Determine how many lines of the listing below hold the string "item". Reply only with the number.

-- Information given follows --

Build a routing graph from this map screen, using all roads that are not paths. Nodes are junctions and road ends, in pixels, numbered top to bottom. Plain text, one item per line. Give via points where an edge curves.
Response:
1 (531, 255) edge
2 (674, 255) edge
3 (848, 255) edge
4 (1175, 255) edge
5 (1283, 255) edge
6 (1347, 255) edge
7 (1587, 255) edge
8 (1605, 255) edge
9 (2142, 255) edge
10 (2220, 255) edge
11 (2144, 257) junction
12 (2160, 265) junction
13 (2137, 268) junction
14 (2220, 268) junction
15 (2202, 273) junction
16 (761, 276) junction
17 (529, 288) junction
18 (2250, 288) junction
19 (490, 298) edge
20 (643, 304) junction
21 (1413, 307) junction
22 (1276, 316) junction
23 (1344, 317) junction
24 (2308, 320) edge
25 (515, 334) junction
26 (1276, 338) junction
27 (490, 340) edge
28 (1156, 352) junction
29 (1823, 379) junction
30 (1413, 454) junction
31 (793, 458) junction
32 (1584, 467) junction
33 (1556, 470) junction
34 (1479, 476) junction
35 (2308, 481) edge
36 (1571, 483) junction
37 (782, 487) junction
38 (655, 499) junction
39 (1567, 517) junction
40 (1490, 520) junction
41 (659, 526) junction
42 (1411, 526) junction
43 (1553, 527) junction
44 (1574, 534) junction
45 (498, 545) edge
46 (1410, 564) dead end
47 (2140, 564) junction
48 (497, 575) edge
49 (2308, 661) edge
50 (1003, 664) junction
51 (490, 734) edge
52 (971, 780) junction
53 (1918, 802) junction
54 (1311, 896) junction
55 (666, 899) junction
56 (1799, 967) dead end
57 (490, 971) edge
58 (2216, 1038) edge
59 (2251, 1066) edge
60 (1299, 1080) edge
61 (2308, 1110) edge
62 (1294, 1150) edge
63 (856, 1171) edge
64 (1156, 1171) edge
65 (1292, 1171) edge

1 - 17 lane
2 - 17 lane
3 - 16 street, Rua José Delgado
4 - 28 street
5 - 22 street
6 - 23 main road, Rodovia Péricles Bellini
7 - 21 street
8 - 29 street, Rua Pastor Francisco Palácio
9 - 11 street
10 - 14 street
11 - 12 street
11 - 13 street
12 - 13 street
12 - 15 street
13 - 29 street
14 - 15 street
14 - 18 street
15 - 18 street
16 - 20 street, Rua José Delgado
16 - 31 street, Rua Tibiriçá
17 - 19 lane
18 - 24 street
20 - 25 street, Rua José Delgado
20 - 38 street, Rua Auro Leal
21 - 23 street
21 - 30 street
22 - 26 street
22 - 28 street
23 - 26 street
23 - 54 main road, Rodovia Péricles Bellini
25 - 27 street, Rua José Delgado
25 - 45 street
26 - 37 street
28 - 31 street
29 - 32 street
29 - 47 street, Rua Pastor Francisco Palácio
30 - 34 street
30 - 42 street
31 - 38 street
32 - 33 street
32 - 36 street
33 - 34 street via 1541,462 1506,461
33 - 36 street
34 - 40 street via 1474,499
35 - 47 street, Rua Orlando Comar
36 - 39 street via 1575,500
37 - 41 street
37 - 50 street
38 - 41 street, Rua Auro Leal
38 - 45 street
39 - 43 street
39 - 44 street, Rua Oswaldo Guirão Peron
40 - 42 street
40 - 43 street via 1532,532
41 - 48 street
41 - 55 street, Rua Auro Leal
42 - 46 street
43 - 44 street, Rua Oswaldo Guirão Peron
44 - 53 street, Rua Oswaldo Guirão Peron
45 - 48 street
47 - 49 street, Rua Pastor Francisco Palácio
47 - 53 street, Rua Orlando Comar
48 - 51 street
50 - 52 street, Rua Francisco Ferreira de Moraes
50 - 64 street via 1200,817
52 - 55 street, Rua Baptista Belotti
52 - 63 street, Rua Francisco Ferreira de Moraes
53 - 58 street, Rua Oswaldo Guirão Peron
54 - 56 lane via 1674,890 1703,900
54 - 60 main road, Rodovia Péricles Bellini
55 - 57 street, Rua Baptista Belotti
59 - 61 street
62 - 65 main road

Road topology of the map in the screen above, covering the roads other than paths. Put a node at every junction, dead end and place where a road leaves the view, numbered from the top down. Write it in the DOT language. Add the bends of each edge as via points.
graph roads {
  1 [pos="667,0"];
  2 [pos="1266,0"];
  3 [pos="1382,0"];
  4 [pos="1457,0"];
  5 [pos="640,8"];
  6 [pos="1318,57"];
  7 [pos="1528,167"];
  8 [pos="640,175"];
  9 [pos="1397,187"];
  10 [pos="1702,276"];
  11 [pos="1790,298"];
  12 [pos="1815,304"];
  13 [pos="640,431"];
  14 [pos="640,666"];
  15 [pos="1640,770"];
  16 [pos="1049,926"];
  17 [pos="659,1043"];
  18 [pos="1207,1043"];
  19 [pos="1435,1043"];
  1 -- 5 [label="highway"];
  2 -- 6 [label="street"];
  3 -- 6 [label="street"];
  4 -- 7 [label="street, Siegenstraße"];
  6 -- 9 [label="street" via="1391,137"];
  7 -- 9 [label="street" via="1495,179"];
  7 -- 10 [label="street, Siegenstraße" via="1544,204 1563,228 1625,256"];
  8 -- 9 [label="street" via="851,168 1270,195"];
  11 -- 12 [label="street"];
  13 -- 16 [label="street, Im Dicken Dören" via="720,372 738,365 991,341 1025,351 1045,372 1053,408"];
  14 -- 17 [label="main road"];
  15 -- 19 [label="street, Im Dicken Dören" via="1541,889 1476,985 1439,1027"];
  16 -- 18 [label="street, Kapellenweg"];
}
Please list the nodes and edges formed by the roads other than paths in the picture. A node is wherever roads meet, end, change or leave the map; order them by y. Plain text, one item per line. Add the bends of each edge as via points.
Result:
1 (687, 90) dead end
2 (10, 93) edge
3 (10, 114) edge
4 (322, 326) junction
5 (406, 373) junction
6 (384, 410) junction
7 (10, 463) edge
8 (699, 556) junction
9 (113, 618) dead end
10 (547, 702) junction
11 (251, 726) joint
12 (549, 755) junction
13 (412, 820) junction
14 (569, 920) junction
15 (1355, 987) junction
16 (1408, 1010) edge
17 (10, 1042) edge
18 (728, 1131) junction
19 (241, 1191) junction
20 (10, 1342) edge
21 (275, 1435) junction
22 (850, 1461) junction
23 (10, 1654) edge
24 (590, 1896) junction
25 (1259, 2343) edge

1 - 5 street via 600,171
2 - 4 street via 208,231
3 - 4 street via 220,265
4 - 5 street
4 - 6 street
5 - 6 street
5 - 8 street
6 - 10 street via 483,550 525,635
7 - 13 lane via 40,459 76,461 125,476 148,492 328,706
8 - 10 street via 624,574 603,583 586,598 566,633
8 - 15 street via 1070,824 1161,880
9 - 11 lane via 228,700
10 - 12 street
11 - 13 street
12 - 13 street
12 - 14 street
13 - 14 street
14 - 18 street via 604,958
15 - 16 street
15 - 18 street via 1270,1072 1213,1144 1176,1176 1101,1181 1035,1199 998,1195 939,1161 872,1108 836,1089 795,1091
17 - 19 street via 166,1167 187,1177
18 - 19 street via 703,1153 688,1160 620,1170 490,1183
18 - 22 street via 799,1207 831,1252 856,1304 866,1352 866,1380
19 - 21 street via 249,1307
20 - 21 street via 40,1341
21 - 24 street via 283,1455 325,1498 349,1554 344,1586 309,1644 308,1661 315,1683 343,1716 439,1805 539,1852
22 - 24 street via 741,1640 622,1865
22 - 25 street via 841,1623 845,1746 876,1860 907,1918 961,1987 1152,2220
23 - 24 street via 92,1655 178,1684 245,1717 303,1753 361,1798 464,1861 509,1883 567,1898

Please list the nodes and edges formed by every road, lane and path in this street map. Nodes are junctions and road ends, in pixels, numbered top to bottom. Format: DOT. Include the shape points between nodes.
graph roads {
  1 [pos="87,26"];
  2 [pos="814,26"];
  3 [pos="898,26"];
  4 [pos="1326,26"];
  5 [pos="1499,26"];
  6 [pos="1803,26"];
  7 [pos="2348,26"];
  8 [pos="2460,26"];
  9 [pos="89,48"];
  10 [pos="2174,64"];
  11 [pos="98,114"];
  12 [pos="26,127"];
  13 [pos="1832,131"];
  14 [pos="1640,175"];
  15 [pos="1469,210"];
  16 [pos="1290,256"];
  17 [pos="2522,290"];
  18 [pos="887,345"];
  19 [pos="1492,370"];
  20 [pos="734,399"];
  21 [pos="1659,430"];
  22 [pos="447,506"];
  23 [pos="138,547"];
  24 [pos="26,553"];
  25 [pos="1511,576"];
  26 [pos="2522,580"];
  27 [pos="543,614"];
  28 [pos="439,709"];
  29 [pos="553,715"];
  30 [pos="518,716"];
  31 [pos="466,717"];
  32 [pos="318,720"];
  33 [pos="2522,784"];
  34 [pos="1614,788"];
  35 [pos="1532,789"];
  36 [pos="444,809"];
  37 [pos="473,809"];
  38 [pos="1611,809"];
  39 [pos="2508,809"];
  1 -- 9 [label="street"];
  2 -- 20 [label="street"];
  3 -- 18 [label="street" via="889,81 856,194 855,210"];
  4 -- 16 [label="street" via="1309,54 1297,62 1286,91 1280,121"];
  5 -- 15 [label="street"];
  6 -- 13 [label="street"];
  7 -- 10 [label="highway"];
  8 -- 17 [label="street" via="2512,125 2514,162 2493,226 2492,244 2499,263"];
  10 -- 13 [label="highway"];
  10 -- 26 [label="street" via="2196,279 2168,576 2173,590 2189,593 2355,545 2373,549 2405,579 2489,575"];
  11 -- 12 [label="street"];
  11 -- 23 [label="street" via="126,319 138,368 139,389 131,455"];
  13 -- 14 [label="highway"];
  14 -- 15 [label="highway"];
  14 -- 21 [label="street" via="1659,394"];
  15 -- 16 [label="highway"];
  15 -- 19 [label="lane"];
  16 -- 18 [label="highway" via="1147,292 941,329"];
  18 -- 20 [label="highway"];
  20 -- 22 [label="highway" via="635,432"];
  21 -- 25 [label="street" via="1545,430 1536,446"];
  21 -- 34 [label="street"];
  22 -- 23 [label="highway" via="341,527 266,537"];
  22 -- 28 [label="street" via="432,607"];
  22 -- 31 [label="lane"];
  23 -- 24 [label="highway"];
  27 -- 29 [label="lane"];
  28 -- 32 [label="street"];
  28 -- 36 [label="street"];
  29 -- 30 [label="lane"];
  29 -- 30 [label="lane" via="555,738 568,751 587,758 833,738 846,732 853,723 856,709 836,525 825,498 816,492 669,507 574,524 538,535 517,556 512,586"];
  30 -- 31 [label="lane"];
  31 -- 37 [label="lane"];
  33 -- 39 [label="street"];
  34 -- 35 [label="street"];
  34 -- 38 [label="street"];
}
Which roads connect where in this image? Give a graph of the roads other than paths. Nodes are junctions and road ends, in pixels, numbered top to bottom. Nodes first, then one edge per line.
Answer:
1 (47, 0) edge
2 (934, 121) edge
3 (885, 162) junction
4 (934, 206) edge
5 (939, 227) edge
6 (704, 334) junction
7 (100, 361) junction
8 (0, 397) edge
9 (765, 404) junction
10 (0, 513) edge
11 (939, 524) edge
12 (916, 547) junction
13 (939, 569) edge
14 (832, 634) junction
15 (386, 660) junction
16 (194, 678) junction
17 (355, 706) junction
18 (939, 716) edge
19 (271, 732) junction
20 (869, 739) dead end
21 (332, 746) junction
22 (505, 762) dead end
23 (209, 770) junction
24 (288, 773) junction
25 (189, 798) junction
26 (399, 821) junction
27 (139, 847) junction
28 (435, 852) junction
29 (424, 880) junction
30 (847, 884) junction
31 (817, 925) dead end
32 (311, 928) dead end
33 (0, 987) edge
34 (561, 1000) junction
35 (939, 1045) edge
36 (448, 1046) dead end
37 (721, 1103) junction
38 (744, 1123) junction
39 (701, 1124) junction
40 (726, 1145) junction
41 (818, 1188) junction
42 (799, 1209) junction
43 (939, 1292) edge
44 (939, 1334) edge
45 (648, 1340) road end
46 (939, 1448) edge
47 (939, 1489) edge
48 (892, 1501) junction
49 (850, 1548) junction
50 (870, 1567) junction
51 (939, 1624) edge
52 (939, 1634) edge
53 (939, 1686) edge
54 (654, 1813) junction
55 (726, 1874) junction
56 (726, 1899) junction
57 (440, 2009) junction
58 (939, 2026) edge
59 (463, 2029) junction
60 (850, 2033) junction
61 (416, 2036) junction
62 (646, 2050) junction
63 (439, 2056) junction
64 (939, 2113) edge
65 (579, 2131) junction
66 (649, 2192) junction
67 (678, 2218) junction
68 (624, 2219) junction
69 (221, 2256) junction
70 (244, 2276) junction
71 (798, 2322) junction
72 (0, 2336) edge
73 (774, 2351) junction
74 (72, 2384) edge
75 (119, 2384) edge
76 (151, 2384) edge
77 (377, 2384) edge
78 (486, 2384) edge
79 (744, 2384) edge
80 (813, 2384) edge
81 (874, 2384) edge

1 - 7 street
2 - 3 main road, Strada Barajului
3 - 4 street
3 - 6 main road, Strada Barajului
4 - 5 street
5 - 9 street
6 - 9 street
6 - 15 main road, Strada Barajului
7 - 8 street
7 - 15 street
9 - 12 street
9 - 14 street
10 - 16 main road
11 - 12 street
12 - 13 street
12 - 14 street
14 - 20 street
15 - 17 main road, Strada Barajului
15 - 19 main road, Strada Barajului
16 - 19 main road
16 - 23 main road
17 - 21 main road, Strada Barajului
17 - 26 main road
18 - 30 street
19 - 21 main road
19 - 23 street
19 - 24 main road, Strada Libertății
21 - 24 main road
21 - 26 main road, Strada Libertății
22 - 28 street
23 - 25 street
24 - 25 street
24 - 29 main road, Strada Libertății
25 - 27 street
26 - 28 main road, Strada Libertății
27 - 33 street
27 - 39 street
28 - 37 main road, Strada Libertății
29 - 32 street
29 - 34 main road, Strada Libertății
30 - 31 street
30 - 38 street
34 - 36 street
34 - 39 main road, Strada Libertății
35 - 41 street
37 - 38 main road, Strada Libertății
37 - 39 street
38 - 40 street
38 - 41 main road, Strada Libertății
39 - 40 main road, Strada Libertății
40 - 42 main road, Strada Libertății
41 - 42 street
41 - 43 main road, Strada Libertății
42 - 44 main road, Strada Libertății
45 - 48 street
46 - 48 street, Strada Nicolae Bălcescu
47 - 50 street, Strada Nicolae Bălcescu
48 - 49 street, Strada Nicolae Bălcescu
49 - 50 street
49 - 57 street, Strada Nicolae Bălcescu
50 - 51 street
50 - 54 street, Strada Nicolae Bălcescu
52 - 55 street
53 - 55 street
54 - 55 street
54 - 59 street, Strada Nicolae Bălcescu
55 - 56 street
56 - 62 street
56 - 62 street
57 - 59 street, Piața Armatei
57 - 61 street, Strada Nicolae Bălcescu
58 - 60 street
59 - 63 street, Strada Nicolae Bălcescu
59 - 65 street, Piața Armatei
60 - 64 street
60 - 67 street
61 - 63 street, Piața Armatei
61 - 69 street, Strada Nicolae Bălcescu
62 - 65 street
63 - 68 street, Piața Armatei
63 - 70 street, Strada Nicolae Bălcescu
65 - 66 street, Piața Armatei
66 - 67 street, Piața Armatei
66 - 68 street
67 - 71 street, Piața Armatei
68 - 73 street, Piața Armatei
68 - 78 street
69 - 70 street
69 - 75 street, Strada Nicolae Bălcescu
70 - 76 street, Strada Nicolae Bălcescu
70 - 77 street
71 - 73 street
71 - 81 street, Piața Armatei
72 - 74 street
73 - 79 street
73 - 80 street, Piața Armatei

-- Information given concluded --

» Problem solution
2